■ **Material for the task**
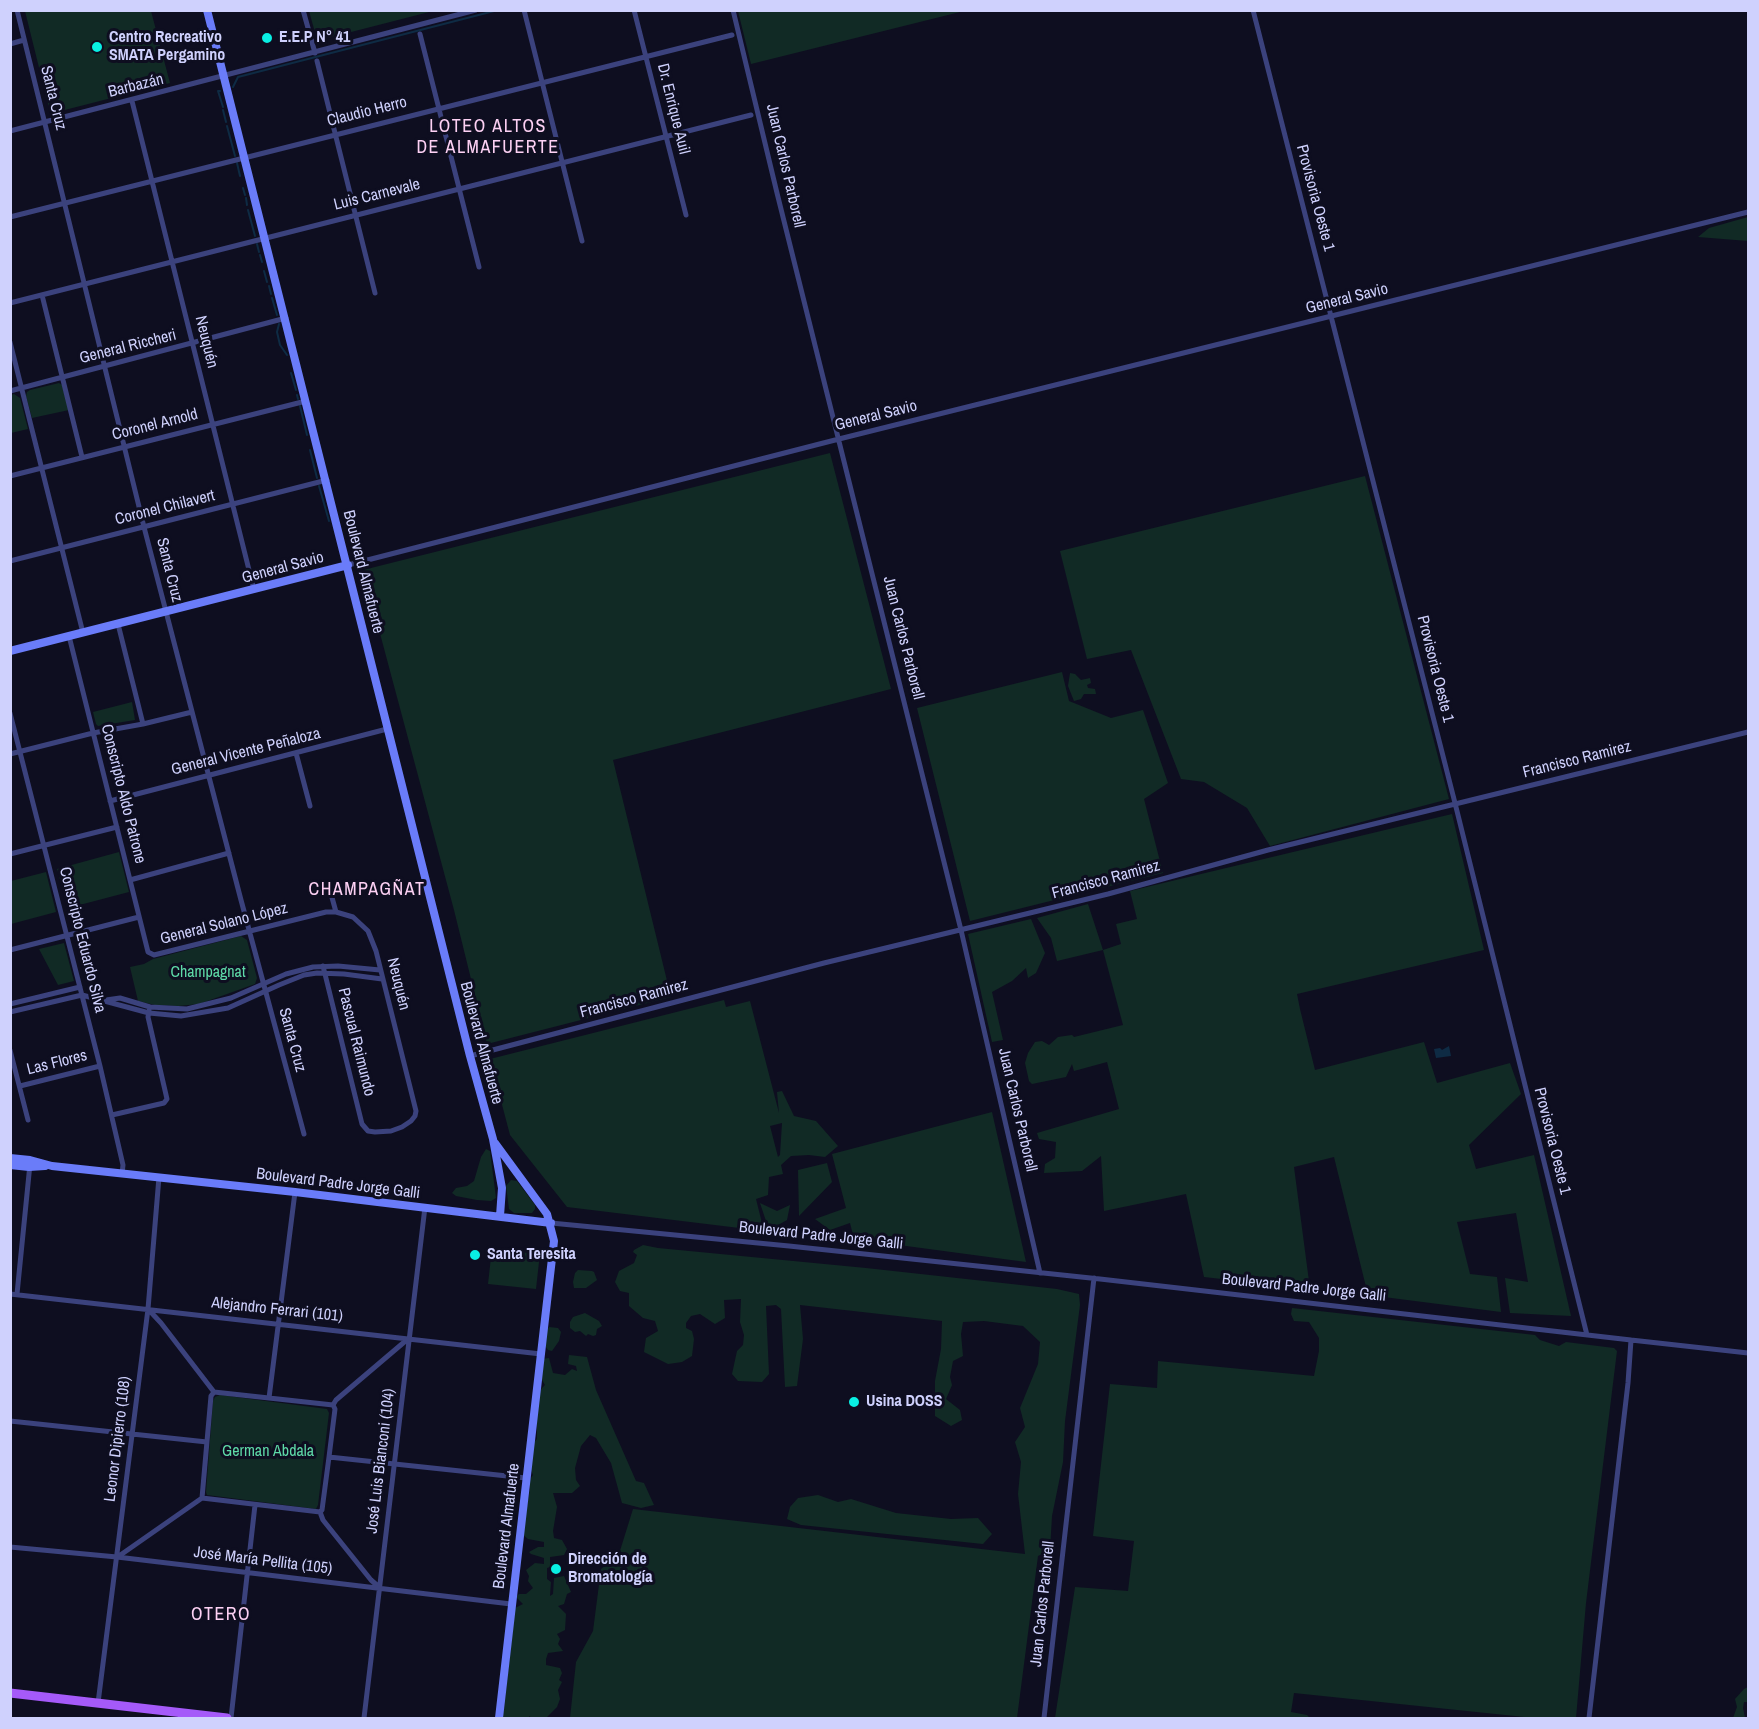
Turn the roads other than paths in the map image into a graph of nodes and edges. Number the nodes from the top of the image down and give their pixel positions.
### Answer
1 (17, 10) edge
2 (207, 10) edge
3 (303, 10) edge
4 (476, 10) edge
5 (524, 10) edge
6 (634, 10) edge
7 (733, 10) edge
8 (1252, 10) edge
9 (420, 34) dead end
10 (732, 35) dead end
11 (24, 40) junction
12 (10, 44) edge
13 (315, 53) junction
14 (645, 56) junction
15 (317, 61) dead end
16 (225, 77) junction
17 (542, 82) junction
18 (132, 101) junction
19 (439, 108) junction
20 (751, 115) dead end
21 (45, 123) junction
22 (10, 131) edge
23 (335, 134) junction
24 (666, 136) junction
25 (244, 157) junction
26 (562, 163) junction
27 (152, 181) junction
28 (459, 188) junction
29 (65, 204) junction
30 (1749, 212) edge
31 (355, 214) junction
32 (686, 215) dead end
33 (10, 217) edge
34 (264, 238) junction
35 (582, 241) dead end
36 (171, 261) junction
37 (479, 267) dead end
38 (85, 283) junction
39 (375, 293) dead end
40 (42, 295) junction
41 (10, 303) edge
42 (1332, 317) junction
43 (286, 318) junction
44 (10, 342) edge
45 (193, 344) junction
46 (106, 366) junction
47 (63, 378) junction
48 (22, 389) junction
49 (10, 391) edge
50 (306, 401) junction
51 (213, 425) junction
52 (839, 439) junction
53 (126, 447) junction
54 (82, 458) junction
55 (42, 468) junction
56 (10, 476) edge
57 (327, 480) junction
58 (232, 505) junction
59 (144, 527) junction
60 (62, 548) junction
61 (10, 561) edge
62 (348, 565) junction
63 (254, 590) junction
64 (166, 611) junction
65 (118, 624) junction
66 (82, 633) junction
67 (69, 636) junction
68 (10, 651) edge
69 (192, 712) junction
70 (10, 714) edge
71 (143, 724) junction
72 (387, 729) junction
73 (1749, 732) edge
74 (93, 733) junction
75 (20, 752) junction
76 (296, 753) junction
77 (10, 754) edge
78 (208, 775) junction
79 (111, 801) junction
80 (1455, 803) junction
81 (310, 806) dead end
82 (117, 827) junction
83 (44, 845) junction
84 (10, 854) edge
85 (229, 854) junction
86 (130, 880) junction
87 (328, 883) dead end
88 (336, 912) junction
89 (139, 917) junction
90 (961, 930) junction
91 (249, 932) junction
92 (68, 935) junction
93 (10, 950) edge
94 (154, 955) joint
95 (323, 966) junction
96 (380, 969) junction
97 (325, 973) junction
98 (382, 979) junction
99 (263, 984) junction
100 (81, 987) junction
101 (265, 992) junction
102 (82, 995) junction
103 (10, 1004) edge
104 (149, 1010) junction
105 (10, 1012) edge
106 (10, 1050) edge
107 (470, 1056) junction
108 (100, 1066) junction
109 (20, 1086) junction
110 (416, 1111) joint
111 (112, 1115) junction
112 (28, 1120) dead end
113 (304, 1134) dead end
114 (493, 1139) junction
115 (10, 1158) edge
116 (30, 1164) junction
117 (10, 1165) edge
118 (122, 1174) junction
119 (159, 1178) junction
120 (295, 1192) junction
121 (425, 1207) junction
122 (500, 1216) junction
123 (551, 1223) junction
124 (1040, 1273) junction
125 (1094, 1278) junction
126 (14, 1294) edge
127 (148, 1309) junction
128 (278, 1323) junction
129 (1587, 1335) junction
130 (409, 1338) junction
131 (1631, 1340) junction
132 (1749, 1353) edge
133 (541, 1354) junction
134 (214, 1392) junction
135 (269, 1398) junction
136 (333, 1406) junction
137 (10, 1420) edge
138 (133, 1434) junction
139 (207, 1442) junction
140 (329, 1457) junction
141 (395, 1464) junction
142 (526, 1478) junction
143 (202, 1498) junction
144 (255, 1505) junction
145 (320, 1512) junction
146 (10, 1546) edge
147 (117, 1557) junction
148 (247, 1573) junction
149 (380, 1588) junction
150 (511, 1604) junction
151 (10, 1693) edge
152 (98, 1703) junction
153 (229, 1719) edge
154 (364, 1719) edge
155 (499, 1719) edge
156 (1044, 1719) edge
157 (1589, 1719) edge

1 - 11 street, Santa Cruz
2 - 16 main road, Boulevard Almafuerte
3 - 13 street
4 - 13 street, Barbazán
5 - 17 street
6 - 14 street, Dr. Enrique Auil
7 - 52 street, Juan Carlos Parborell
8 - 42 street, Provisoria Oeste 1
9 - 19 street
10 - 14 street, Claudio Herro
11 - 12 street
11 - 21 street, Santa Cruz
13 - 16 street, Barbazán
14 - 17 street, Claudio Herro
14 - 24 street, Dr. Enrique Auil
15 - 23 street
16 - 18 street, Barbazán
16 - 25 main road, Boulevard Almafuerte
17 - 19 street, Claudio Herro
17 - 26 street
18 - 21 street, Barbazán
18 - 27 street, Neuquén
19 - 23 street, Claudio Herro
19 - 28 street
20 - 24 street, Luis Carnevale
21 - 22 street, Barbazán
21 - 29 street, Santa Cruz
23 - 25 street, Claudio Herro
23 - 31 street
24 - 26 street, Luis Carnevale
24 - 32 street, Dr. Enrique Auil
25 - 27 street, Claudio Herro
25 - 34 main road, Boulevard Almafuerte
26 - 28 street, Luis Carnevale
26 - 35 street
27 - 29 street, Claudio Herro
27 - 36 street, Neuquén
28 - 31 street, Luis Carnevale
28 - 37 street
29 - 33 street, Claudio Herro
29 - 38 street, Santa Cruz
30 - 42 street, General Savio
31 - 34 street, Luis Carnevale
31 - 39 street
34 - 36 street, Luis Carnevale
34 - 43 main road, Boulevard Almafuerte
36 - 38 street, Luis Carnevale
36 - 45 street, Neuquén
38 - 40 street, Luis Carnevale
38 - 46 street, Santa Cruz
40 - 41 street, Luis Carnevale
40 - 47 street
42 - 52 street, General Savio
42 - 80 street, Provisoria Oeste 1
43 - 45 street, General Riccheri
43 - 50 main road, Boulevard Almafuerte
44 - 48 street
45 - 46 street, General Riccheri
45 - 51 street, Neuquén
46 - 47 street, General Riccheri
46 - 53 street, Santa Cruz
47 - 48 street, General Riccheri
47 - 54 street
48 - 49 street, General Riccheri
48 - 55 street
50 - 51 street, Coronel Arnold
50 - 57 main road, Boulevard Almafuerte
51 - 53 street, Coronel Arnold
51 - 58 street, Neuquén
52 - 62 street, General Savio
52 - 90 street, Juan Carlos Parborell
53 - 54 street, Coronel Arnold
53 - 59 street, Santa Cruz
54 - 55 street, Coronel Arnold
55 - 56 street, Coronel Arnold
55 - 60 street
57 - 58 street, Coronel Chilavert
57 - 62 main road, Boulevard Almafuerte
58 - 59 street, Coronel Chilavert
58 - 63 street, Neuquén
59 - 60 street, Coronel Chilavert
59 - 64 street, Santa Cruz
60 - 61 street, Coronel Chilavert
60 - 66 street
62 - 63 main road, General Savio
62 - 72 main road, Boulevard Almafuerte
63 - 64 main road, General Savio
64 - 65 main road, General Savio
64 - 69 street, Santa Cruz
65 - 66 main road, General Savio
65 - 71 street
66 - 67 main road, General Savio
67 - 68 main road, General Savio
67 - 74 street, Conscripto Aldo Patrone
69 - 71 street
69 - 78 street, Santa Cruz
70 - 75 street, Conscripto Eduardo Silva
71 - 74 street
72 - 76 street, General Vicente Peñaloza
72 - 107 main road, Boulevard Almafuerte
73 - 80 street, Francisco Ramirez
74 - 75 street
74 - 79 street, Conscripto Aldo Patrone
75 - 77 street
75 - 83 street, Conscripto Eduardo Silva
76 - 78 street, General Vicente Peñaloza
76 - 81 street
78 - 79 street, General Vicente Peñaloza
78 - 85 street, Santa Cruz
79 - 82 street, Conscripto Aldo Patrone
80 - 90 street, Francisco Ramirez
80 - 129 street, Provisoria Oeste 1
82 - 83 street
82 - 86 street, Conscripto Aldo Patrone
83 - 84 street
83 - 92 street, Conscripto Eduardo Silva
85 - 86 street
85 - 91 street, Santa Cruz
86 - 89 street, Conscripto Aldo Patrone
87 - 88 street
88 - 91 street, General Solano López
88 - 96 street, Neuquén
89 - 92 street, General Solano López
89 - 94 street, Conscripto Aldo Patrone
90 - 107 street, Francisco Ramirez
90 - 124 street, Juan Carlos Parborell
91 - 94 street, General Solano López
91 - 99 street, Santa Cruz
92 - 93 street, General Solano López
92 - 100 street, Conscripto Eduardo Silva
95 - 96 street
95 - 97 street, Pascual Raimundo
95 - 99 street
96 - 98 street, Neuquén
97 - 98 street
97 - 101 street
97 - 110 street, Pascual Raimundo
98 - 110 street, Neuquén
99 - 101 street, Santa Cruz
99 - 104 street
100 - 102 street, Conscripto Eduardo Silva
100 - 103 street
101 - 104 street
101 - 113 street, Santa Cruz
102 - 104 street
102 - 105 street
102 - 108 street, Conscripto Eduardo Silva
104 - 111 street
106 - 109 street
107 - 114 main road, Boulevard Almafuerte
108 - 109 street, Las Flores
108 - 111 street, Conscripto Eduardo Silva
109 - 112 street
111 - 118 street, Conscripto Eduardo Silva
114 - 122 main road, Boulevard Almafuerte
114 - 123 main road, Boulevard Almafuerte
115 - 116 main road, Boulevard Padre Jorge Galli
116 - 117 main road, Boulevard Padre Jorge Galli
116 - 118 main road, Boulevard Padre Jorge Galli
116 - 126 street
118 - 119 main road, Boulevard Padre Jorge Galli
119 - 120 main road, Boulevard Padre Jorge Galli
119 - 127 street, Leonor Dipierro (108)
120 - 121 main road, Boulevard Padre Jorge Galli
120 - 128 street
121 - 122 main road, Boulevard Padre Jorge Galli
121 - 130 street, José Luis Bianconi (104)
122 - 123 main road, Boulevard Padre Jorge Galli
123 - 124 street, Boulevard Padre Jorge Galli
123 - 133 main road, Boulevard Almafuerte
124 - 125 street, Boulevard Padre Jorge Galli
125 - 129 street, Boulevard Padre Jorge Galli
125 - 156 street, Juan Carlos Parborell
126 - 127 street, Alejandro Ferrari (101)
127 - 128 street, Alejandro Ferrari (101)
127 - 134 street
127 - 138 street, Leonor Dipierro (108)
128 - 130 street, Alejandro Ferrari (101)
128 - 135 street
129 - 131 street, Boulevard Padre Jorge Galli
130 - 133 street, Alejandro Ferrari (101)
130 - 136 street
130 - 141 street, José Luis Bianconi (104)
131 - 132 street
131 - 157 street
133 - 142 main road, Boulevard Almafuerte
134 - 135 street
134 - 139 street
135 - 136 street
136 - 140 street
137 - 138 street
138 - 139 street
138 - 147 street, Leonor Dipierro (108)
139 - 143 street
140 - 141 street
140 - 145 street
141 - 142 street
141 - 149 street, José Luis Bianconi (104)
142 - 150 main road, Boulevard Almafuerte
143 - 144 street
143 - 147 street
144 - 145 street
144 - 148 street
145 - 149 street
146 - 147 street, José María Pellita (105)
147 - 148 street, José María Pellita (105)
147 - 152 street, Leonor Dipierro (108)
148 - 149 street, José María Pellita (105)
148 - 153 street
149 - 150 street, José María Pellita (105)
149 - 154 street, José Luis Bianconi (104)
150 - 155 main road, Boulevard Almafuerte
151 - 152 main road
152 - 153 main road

■ **Prompt**
Note each line of the entries that has "dead" in it, and copy those lines.

■ **Solution for this exercise**
9 (420, 34) dead end
10 (732, 35) dead end
15 (317, 61) dead end
20 (751, 115) dead end
32 (686, 215) dead end
35 (582, 241) dead end
37 (479, 267) dead end
39 (375, 293) dead end
81 (310, 806) dead end
87 (328, 883) dead end
112 (28, 1120) dead end
113 (304, 1134) dead end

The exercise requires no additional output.